第一章:団欒
ルバーム国にあるフーグス村。その村の端辺りに一軒の屋敷があった。
「ふ…ふぁぁぁ〜……」
ベッドの上で欠伸をしたのは少女のようだ。容姿は綺麗な部類に充分入るだろう。中でも目を見張るのは、その白い髪に赤い眼だ。

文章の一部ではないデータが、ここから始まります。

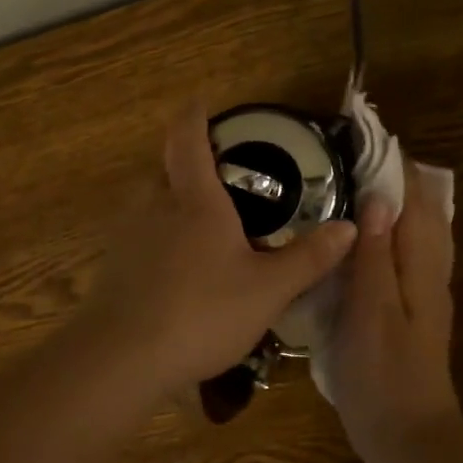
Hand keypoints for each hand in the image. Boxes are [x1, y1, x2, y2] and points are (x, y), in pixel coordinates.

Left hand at [74, 106, 358, 390]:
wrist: (120, 359)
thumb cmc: (201, 312)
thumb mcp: (268, 289)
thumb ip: (309, 258)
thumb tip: (349, 227)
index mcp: (194, 200)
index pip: (187, 139)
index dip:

その少女の隣では、一人の男が寝ている。此方も中々の顔つきで、歳は三十代といった所だろう。
「父さん…朝だよ。起きて」
少女は男の体を揺すりながら声をかける。
「んん…おはよう、レイ。…またベッドに忍び込んだのかい?」
「だって落ち着くから」
「はぁ……言ってくれればちゃんと一緒に寝てあげるのに」
サラッと言うレイに、男は疲れたように言う。
それもそのはず、レイは何度も忍び込んでいるのだ。
その後、レイと男が少し話をしていると、部屋の扉を叩く音が聞こえる。
「ラグ、レイ、朝食の準備ができたわよ」
「ああ、わかった。今行くよ、マリー」
「早くしないと冷めちゃうわよ」
マリーはそう言うと扉の前から去っていく。
「早く着替えようか、レイ」
マリーが行ったあと、ラグはそのまま部屋で着替え、レイは自分の部屋で着替えてから朝食をとりに向かった。
「父さん、母さん、おはよう」
「おはよう、レイ」
「レイ、おはよう」
レイはマリーとラグに挨拶をする。ラグとは起きた時にした筈なのだが、そこには誰も触れない。
三人が朝食を食べていると、マリーが突然言い出した。
「そろそろレイ学園に通わないといけないわね」
「そうだね、時期的にも良い頃だ。どうかな、レイ?」
「行く。私、学園に行ってみたい」
「あら、結構乗り気なのね。てっきり私達と居たいと言うと思ったんだけど」
「確かに母さん達とは一緒に居たいけど、やりたい事があるから」
「やりたい事を見つける事は良いことだよ。所で、レイはどこの学園に通いたいんだい?」
「リーバルト学園」
「リーバルト学園ね、わかったわ。明日から色々と用意があるから忙しいわよ」
マリーは嬉しそうな顔で言う。
「もう少し早めに言えば良かったね…ごめんなさい」
「なに、レイが謝る事じゃない。それに、可愛い娘の頼みだ、これぐらいわけないよ。」
「………本当に?」
レイの問いに、二人は笑顔で頷いた。それを見たレイも、笑顔になった。
その夜、レイは自分の部屋で一人夜空を見ていた。
「父さん、母さん、ごめんなさい。私はやっぱり、あいつらを………」
レイはブツブツと何か言ったあと、ベッドに入り眠りに就いた。
夜空には、満月が怪しく輝いていた。